It is suddenly cool to become an accountant in the UK thanks to KPMG, which is running a six-year training scheme to turn school leavers into bean counters.
One of the Big Four accountancies, KPMG will pay tuition fees and accommodation in a special programme that leads to an accounting degree and a professional qualification.
In this time students will also work paid stints at the company's offices. At the end of the six years they will have a job and a salary of close to £50,000 (Dh296,912) a year.
It's a win-win plan, providing a new source of young, fresh labour for KPMG and a free university education for students.
With annual university tuition fees rising to as much as £9,000 from next year, it is no surprise the scheme is attracting the interest of thousands of would-be undergraduates starting higher studies this September.
Competition is fierce, as there are only about 115 places at the three universities involved: Durham, Exeter and Birmingham.
The sponsorship scheme could not come at a better time for the government. News came only last week that top names in the British creative world, such as the fashion designer Stella McCartney and the artist, entrepreneur and collector Damien Hirst, are setting up a fighting fund for protesters of the new tuition fees.
"This scheme will address current concerns around how students can meet the costs of university, and make degrees and professional qualifications available to a broader socio-economic group," says the universities minister David Willetts about the KPMG programme.
Even without the rise in fees, many young Britons, apart from those with wealthy parents, would have gone through the pain of poverty as undergraduates. But these same young people would have enjoyed their university years.
The freedom of living away from parental scrutiny for the first time in their lives and socialising with others from different backgrounds and nationalities can be a most dizzying experience. It is not uncommon for the first year to go by without the undergraduate doing much academic work.

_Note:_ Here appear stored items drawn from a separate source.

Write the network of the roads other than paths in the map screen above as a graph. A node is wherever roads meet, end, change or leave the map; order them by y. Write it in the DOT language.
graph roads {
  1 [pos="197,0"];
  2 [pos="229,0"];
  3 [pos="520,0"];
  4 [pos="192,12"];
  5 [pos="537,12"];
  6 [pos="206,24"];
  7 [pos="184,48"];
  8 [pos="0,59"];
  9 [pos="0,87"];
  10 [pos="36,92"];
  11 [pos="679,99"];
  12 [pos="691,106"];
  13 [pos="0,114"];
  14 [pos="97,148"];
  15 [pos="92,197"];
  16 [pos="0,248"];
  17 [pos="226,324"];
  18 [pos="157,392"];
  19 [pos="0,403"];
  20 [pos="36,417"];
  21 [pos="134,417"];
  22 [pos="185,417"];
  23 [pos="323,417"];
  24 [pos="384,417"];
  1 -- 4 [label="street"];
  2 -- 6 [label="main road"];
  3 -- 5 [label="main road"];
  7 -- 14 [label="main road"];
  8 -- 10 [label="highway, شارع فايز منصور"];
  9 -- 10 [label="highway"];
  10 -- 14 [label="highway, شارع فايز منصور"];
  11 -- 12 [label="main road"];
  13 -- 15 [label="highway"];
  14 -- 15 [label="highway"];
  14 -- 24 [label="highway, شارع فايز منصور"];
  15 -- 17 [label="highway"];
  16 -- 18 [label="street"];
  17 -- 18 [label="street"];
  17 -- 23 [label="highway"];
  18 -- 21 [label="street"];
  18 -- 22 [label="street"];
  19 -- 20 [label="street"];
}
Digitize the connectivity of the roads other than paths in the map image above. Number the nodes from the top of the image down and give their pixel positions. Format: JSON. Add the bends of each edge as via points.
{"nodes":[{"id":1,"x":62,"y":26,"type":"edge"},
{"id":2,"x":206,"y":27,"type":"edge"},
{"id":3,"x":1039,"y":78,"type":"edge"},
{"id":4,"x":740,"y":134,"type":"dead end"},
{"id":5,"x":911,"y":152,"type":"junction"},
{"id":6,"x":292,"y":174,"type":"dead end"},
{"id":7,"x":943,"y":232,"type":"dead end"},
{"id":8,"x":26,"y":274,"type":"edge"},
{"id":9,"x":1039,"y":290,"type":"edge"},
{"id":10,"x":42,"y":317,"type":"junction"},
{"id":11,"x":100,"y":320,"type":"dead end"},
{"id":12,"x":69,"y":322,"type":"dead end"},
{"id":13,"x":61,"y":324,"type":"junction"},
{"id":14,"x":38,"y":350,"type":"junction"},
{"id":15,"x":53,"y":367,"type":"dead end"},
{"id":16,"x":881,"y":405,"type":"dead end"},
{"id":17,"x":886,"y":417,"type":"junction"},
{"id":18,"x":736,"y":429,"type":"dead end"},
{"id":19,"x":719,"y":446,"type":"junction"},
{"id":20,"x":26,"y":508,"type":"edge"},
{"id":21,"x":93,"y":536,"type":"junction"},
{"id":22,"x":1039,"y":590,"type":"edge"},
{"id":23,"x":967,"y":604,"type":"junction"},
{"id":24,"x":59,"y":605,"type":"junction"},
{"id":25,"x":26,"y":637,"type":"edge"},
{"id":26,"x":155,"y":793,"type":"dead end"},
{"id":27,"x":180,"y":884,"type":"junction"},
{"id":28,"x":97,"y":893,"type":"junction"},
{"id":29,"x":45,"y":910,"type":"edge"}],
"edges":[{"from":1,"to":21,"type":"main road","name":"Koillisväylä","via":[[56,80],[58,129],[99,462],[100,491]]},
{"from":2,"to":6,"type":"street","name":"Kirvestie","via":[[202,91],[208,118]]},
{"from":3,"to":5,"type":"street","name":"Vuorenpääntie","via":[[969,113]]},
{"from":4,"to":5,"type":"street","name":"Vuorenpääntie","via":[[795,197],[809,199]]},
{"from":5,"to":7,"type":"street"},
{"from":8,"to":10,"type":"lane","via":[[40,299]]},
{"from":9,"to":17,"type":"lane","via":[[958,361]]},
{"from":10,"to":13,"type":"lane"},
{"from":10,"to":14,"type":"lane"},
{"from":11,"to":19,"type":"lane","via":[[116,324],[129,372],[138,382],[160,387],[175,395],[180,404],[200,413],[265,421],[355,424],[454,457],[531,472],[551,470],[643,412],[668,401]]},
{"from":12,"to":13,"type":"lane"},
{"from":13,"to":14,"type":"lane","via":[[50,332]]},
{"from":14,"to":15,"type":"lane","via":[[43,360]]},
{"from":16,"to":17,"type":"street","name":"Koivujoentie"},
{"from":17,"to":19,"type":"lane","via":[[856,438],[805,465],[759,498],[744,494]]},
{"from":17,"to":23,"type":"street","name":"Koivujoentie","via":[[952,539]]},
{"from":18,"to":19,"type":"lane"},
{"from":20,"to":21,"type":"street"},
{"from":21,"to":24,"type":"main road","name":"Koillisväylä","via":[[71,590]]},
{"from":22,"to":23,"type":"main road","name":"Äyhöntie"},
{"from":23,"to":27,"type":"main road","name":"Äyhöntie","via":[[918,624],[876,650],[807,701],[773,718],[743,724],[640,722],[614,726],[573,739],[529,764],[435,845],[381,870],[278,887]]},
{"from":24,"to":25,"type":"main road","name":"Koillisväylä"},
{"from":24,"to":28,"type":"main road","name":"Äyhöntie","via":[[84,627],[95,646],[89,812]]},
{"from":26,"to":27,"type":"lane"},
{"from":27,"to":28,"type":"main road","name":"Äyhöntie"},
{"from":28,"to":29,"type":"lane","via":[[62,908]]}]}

To be bound by a benefactor to achieve good grades from the word go would somehow temper the joy of the university experience.
It may be less onerous if the course is exciting, such as politics or archaeology, but to be spending undergraduate days in a rush of accountancy lectures and part-time work is not exactly an appealing option.
The job that follows - nice reward that it is - could only mean years and years of number-crunching grind and little fun.
As the opening lines of Leisure, the verse by WH Davies, go:
What is this life if, full of care,
We have no time to stand and stare?
But it is only too easy to romanticise university life, and in today's economic situation many young people, especially those from underprivileged backgrounds, are more realistic about the linked virtues of hard work, money and a debt-free start to working life.
For them, the good news is that KPMG is not the only business offering undergraduate sponsorships, and accounting not the only degree option.
Amid concern over university tuition fees, many companies are overhauling their graduate recruitment strategy. Already large corporate law firms, which hire graduates two years in advance, pay for their recruits' postgraduate legal practice course.
The supermarket chain Morrisons is funding 20 undergraduates to do its three-year bachelor of science degree in retail and management at Bradford University, while Harrods is offering two-year degrees in sales with Anglia Ruskin University.
GlaxoSmithKline, the pharmaceutical and healthcare company, recently said it would reimburse the fees of up to 100 graduates, while KPMG's rival Deloitte plans to take 100 trainees from secondary school this year.
There are now credible hopes that businesses in other sectors will follow suit. Trainees could be sponsored for banking, tourism, astronomy - the potential is limitless.
If this happens, the boost to the government - and the universities, which have been clamouring for higher tuition fees - could be immeasurable.
Is it possible this government might be remembered not for heartless cuts in public spending that led to economic struggle and unemployment, but for cuts that unwittingly spawned a new business culture of investing in people?